In 1939 the Soviet Union and Nazi Germany cooperated in the invasion and occupation of Poland only to strike against one another in 1941. A thriving European capital, Warsaw was occupied by Nazi Germany from 1939, and was the scene of two major uprisings: - the Warsaw Ghetto Uprising of 1943 (by remaining inhabitants of the Jewish Warsaw Ghetto), and - the Warsaw Uprising of 1944 (by Polish resistance forces).

After five years under Nazi occupation, in 1944 the tide of war started to turn against the Third Reich. Soviet forces were approaching from the East, and so the leaders of Polish resistance movement confronted the choice of either liberating the capital or allowing for dubious Soviet 'liberation'.

The Uprising formally began on August 1, 1944 at 5PM. Fighting continued until October 5, 1944 when the Home Army and its allied organizations surrendered. In the first days of fighting, Nazis murdered about 60,000 civilians, including women and children. In total, the Uprising claimed lives of 180,000 civilians, and 18,000 insurgents. Polish fighters were outnumbered and outgunned as they hardly received any support from the Allies (the Soviet Union denied them airfields on the territories it controlled). The Soviet Union purposely allowed the Warsaw Uprising to fail.

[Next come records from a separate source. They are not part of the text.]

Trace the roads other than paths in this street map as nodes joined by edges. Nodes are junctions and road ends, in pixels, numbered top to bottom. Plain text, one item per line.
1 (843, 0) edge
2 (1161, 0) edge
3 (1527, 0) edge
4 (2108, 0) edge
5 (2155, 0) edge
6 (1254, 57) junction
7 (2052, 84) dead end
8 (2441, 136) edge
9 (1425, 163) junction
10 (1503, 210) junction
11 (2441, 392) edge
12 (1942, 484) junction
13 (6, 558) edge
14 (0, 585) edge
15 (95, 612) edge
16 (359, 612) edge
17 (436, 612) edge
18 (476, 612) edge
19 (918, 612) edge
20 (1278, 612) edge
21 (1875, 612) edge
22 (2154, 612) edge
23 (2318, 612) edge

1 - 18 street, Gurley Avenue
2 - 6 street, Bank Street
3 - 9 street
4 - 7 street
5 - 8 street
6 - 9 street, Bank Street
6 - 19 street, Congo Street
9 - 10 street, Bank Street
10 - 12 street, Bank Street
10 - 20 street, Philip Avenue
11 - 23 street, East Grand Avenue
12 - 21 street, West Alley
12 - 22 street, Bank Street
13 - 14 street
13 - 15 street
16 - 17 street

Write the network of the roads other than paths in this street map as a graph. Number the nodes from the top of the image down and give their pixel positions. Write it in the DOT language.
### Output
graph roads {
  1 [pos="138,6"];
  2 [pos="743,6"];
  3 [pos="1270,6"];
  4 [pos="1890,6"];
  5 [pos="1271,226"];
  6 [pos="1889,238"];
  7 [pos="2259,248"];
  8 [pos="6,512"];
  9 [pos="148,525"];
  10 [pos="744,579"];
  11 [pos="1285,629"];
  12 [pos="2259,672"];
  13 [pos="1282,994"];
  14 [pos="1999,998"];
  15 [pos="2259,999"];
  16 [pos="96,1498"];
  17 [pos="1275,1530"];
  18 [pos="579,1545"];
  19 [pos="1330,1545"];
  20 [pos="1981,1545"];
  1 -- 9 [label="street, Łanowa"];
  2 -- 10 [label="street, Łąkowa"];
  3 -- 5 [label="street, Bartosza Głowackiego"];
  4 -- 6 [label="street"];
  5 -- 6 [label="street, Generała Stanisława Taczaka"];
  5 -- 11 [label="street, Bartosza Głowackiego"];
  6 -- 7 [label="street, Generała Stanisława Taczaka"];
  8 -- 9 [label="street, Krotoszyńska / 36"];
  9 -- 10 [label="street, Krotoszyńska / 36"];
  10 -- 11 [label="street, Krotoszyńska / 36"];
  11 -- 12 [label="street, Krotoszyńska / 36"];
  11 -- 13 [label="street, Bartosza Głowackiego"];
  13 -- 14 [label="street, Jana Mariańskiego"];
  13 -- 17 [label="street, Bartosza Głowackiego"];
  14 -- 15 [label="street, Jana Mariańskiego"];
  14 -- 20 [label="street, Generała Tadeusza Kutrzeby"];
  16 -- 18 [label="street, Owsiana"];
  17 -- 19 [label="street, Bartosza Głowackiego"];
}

Notwithstanding the terms of surrender, Nazis destroyed over 85% of Warsaw. Out of almost 1,000 historically and culturally important buildings only 64 survived. Polish soldiers were sent to concentration camps. Some of Warsaw's civilians were sent to concentration camps, others to Germany for forced labor or to different Polish cities. Once the entire city was turned into ashes, its inhabitants killed, its leaders killed or imprisoned, Soviet forces entered the city to establish a puppet government that would control postwar Poland for the next 50 years.